Sunday, April 6, 2008

Al-Sadr's Million Man March

This really is a defining moment in the young life of the Iraqi government. In going after armed criminals within Al-Sadr's militia, the Iraqi government aims to establish that the government is the one and only legitimate miliary force in the country. The US alliance backs up that notion. Established democracies achieve peace when holders of opposing viewpoints and agendas agree to compete for votes in free and fair elections rather than competing through violent conflict. The Iraqi government is in the process of determining whether it can demonstrate the ability to enforce this principal. Sadr's armed combatants aren't being persecuted for their beliefs, they're being persecuted for being armed combatants, as well they should be.

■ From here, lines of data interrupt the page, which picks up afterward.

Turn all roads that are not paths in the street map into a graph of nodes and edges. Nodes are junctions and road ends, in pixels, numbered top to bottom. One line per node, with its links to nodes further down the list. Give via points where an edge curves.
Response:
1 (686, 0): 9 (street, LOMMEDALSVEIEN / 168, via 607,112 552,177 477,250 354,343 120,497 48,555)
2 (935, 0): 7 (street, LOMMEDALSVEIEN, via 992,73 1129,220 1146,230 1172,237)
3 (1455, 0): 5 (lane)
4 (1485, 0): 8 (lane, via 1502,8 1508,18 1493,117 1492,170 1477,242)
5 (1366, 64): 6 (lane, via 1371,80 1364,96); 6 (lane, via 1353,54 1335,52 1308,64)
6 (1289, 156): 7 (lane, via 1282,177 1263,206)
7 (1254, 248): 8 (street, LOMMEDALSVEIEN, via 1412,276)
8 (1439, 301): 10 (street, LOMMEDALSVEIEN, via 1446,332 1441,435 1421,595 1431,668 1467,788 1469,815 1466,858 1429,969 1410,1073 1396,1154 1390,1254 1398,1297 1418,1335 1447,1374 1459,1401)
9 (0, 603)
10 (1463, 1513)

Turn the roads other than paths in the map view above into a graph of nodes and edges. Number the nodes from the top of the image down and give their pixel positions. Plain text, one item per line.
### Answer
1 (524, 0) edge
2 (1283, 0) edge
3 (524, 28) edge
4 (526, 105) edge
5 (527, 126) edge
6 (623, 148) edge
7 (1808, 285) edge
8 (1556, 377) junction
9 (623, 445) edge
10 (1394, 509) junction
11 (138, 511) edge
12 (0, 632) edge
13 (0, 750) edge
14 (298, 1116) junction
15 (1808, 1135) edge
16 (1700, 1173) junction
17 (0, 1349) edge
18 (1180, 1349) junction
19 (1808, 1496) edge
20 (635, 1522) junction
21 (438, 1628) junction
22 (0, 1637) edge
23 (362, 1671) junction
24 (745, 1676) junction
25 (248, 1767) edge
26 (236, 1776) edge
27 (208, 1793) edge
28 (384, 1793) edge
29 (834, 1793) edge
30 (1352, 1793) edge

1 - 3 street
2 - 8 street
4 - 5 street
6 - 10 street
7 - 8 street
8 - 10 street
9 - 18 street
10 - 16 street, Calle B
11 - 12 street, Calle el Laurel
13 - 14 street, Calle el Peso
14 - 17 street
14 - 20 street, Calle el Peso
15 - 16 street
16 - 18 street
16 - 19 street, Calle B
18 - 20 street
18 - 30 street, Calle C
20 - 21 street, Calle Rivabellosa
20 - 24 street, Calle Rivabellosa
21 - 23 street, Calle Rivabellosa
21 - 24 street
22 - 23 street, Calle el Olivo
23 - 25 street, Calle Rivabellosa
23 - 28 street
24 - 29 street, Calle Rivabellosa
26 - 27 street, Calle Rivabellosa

Meanwhile, on the political front, Al Sadr has ordered his people to stand down. He believes the conflict was politically motivated, although he concedes that rogue elements within his organization need to be weeded out. His party currenly has 30 seats in the parliament and they are hoping to add to that in the fall. He has called for a "million man" demonstration on April 9th to mark the 5th anniversary of US military presence and to protest against our continued occupation.

This could be a great opportunity for the Maliki government as well as the U.S. to get a fundamental point across to all parties. The U.S. and the Maliki governments should try to coordinate with Al-Sadr's people so that each could have a spokesperson address the issue before the crowds. Both the U.S. and the Maliki government share the desire for a substantial draw down of U.S. troop levels in Iraq. Both could explain their view of how best to get to that goal. Primarily, it involves the acceptance of the principal stated earlier, that all parties agree to settle disputes at regular intervals, through free and fair elections. We don't have to agree, we just have to agree on how we're going to go about disagreeing. Having opposing spokespeople participate in the demonstration, even if only given very limited time, would be a demonstration of how to conduct a civil debate on an extremely divisive issue, in public, in daylight, among large groups of people, and nobody has to die.